By Grant Madsen, ‘98
POINTING to the pillow on the bed of his mud-walled home, Ecuadorian farmer Agnelio Lara shares the secret behind the construction of Cuambo’s culinary water system. Just weeks before, he had the idea to rope pillows to his back, making the sacks of unmixed concrete more comfortable to lug up six miles of mountain to a freshwater spring.
“It was all easy going after that,” says Lara, with a wink.
Under the direction of BYU‘s Ezra Taft Benson Agriculture and Food Institute, Lara and other members of the Afro-Ecuadorian village of Cuambo spent five months manually digging 1-meter-deep trenches for a pipeline route. In 100-degree heat, they carried enough sand, gravel, concrete forms, and cement up the pipeline course to create a culinary water system.

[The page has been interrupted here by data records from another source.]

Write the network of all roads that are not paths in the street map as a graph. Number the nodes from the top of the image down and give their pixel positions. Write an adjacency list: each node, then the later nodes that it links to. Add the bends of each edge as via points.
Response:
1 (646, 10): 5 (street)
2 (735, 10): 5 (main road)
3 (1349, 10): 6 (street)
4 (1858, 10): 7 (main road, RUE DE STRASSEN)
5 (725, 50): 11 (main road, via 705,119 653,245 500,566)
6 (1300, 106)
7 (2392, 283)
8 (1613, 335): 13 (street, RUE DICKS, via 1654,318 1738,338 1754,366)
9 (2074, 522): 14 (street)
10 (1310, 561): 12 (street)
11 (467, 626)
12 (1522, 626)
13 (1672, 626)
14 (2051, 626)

Two months later, Lara and his companions sat unassumingly in the back of Cuambo’s elementary school, where Allen C. Christensen, ’57, director of the Benson Institute, as well as community, state, and national leaders, dedicated the result of the village’s efforts.

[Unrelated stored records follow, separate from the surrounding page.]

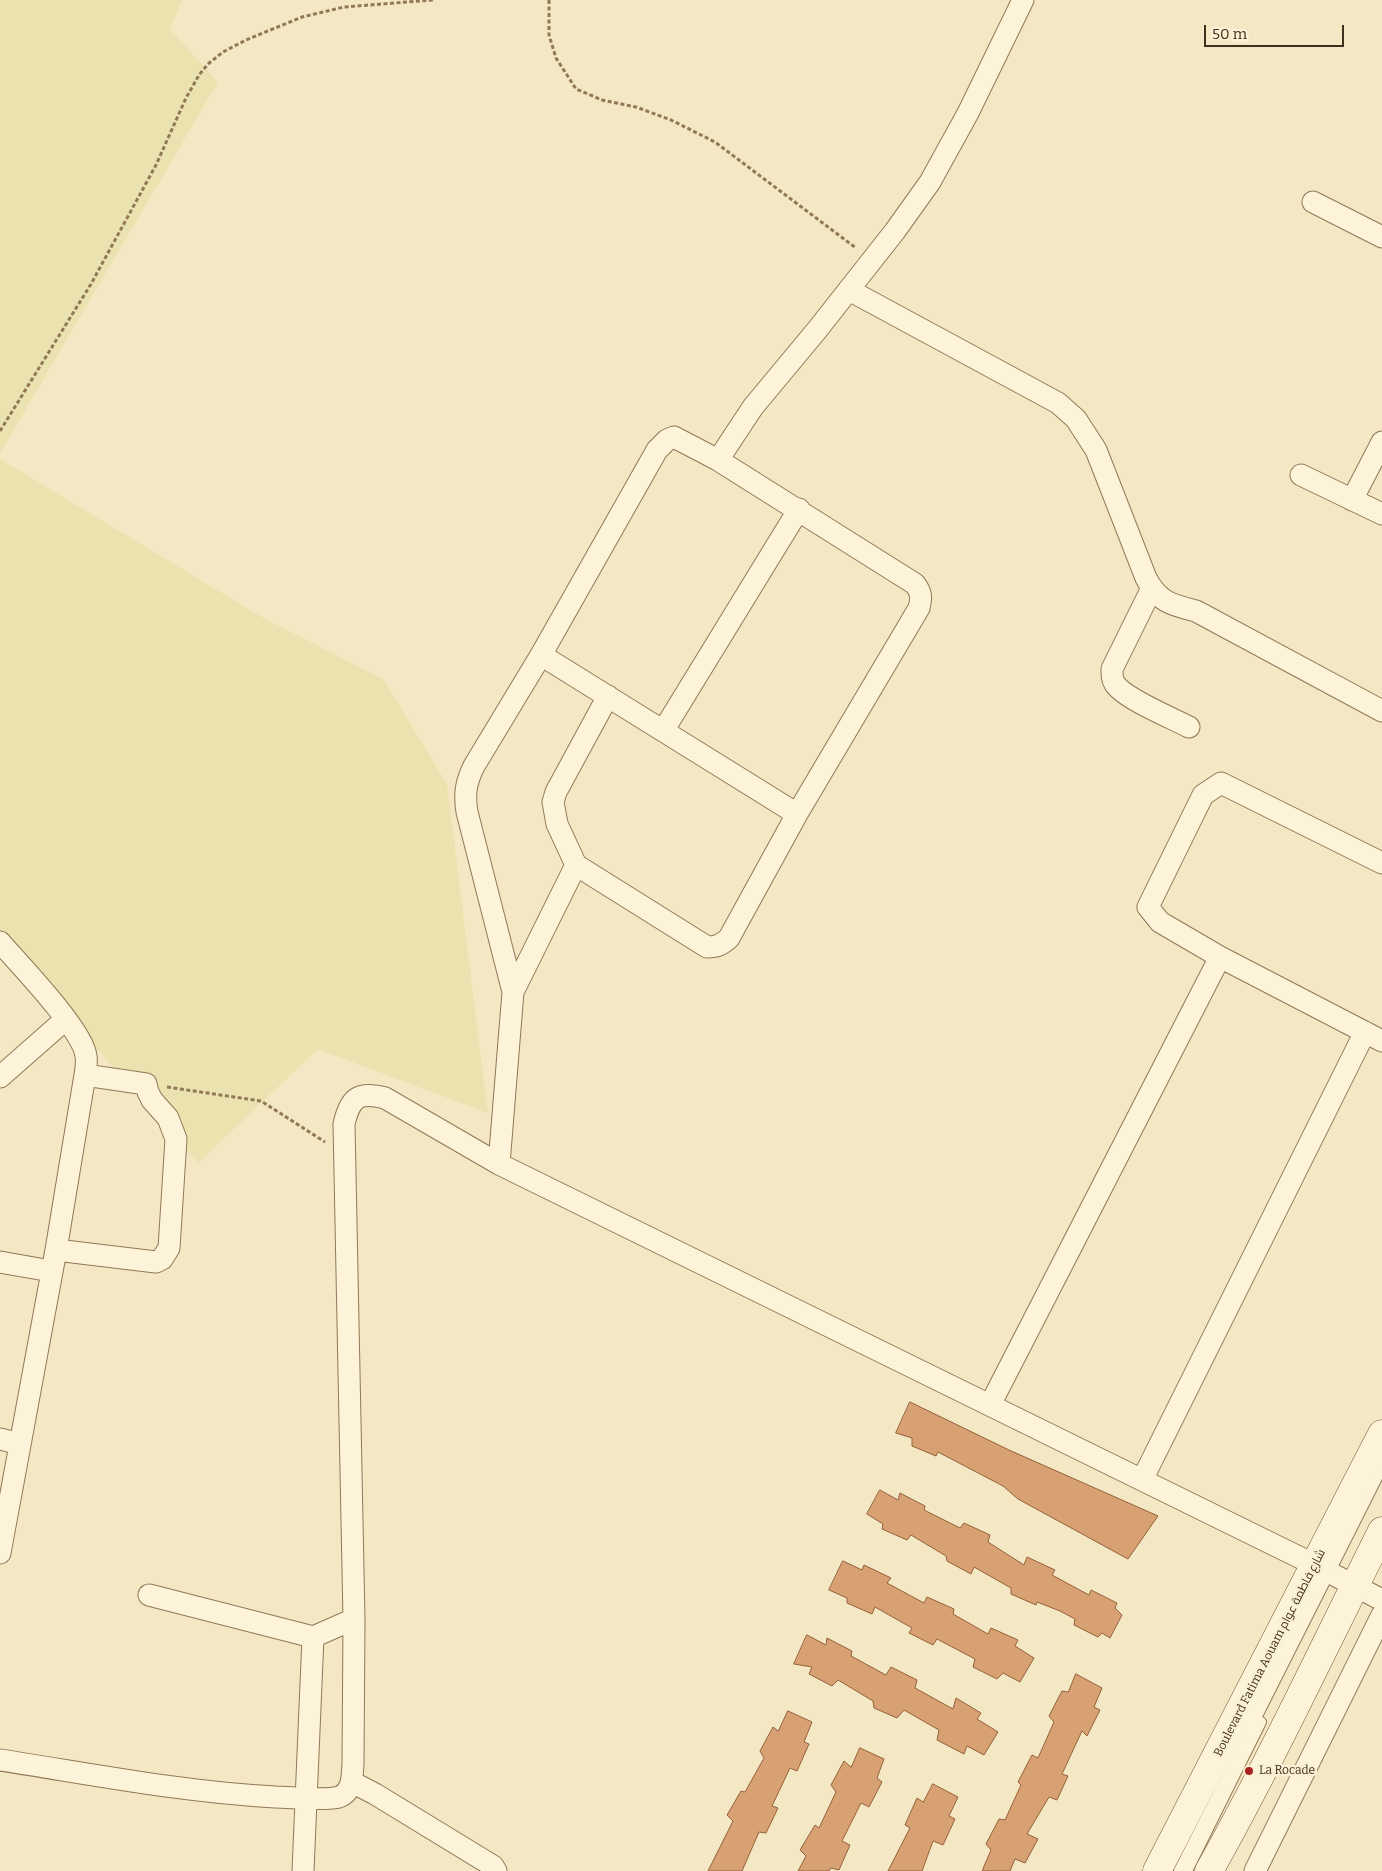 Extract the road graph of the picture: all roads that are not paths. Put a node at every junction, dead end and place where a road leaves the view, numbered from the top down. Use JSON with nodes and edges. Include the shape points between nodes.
{"nodes":[{"id":1,"x":1023,"y":0,"type":"edge"},
{"id":2,"x":1313,"y":202,"type":"dead end"},
{"id":3,"x":1382,"y":237,"type":"edge"},
{"id":4,"x":849,"y":290,"type":"junction"},
{"id":5,"x":1382,"y":442,"type":"edge"},
{"id":6,"x":718,"y":460,"type":"junction"},
{"id":7,"x":1301,"y":475,"type":"dead end"},
{"id":8,"x":1352,"y":500,"type":"junction"},
{"id":9,"x":799,"y":509,"type":"junction"},
{"id":10,"x":1382,"y":514,"type":"edge"},
{"id":11,"x":1151,"y":590,"type":"junction"},
{"id":12,"x":540,"y":655,"type":"junction"},
{"id":13,"x":608,"y":696,"type":"junction"},
{"id":14,"x":1382,"y":711,"type":"edge"},
{"id":15,"x":1189,"y":727,"type":"dead end"},
{"id":16,"x":663,"y":731,"type":"junction"},
{"id":17,"x":797,"y":814,"type":"junction"},
{"id":18,"x":1382,"y":863,"type":"edge"},
{"id":19,"x":576,"y":865,"type":"junction"},
{"id":20,"x":4,"y":955,"type":"edge"},
{"id":21,"x":1220,"y":957,"type":"junction"},
{"id":22,"x":513,"y":992,"type":"junction"},
{"id":23,"x":66,"y":1019,"type":"junction"},
{"id":24,"x":1374,"y":1036,"type":"edge"},
{"id":25,"x":86,"y":1075,"type":"junction"},
{"id":26,"x":0,"y":1077,"type":"edge"},
{"id":27,"x":499,"y":1164,"type":"junction"},
{"id":28,"x":56,"y":1250,"type":"junction"},
{"id":29,"x":0,"y":1262,"type":"edge"},
{"id":30,"x":51,"y":1271,"type":"junction"},
{"id":31,"x":990,"y":1405,"type":"junction"},
{"id":32,"x":1382,"y":1434,"type":"edge"},
{"id":33,"x":10,"y":1442,"type":"edge"},
{"id":34,"x":1382,"y":1468,"type":"edge"},
{"id":35,"x":1142,"y":1480,"type":"junction"},
{"id":36,"x":1382,"y":1482,"type":"edge"},
{"id":37,"x":1382,"y":1531,"type":"edge"},
{"id":38,"x":0,"y":1553,"type":"edge"},
{"id":39,"x":1334,"y":1574,"type":"junction"},
{"id":40,"x":149,"y":1595,"type":"dead end"},
{"id":41,"x":1382,"y":1600,"type":"edge"},
{"id":42,"x":1382,"y":1615,"type":"edge"},
{"id":43,"x":354,"y":1619,"type":"junction"},
{"id":44,"x":313,"y":1637,"type":"junction"},
{"id":45,"x":0,"y":1760,"type":"edge"},
{"id":46,"x":352,"y":1782,"type":"junction"},
{"id":47,"x":306,"y":1798,"type":"junction"},
{"id":48,"x":302,"y":1871,"type":"edge"},
{"id":49,"x":496,"y":1871,"type":"edge"},
{"id":50,"x":1157,"y":1871,"type":"edge"},
{"id":51,"x":1178,"y":1871,"type":"edge"},
{"id":52,"x":1187,"y":1871,"type":"edge"},
{"id":53,"x":1209,"y":1871,"type":"edge"},
{"id":54,"x":1255,"y":1871,"type":"edge"}],
"edges":[{"from":1,"to":4,"type":"street","via":[[930,182]]},
{"from":2,"to":3,"type":"street"},
{"from":4,"to":6,"type":"street","via":[[753,407]]},
{"from":4,"to":11,"type":"street","via":[[1058,403],[1076,419],[1096,450]]},
{"from":5,"to":8,"type":"street"},
{"from":6,"to":9,"type":"street"},
{"from":6,"to":12,"type":"street","via":[[674,437],[662,444]]},
{"from":7,"to":8,"type":"street"},
{"from":8,"to":10,"type":"street"},
{"from":9,"to":16,"type":"street"},
{"from":9,"to":17,"type":"street","via":[[915,584],[922,598],[920,608]]},
{"from":11,"to":14,"type":"street","via":[[1170,605],[1196,611]]},
{"from":11,"to":15,"type":"street","via":[[1112,669],[1113,681],[1126,695]]},
{"from":12,"to":13,"type":"street"},
{"from":12,"to":22,"type":"street","via":[[474,766],[466,781],[464,796]]},
{"from":13,"to":16,"type":"street"},
{"from":13,"to":19,"type":"street","via":[[553,802],[557,824]]},
{"from":16,"to":17,"type":"street"},
{"from":17,"to":19,"type":"street","via":[[728,938],[716,947],[707,947]]},
{"from":18,"to":21,"type":"street","via":[[1221,783],[1203,795],[1148,907],[1160,922]]},
{"from":19,"to":22,"type":"street"},
{"from":20,"to":23,"type":"street"},
{"from":21,"to":24,"type":"street"},
{"from":21,"to":31,"type":"street"},
{"from":22,"to":27,"type":"street"},
{"from":23,"to":25,"type":"street","via":[[86,1055]]},
{"from":23,"to":26,"type":"street"},
{"from":24,"to":35,"type":"street"},
{"from":25,"to":28,"type":"street"},
{"from":25,"to":28,"type":"street","via":[[146,1084],[152,1100],[168,1118],[176,1139],[169,1248],[156,1262]]},
{"from":27,"to":31,"type":"street"},
{"from":27,"to":43,"type":"street","via":[[385,1098],[367,1095],[356,1098],[348,1108],[344,1124],[344,1154]]},
{"from":28,"to":30,"type":"street"},
{"from":29,"to":30,"type":"street"},
{"from":30,"to":33,"type":"street"},
{"from":31,"to":35,"type":"street"},
{"from":32,"to":39,"type":"main road","name":"Boulevard Fatima Aouam شارع فاطمة عوام"},
{"from":33,"to":38,"type":"street"},
{"from":34,"to":39,"type":"lane"},
{"from":35,"to":39,"type":"street"},
{"from":36,"to":39,"type":"lane"},
{"from":37,"to":39,"type":"main road","name":"Boulevard Fatima Aouam شارع فاطمة عوام"},
{"from":39,"to":41,"type":"street"},
{"from":39,"to":50,"type":"main road","name":"Boulevard Fatima Aouam شارع فاطمة عوام"},
{"from":39,"to":51,"type":"lane"},
{"from":39,"to":52,"type":"lane"},
{"from":39,"to":53,"type":"main road","name":"Boulevard Fatima Aouam شارع فاطمة عوام","via":[[1266,1766]]},
{"from":40,"to":44,"type":"street"},
{"from":42,"to":54,"type":"street"},
{"from":43,"to":44,"type":"street"},
{"from":43,"to":46,"type":"street"},
{"from":44,"to":47,"type":"street"},
{"from":45,"to":47,"type":"street","via":[[222,1794]]},
{"from":46,"to":47,"type":"street","via":[[339,1797]]},
{"from":46,"to":49,"type":"street","via":[[493,1866]]},
{"from":47,"to":48,"type":"street"}]}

“The inauguration festivities recognized that the dream of quality, culinary water has become a reality due to the combined efforts of many,” says Christensen. “The new system will benefit the villagers of Cuambo for years to come.”

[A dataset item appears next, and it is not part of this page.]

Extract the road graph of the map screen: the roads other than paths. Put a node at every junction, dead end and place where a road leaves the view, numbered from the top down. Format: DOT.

Before the system’s construction, villagers drank contaminated irrigation runoff, resulting in health problems and a high infant-mortality rate. Now, the village, two-and-a-half hours north of Quito, provides potable water to each of its 75 homes, with sufficient reserve capacity to accommodate double that number in the future.
“It’s heaven for us to have clean water conveniently come to our homes,” says Yolanda Maria de Suarez, longtime resident and mother of 10. “Little by little, Cuambo is changing for the better.”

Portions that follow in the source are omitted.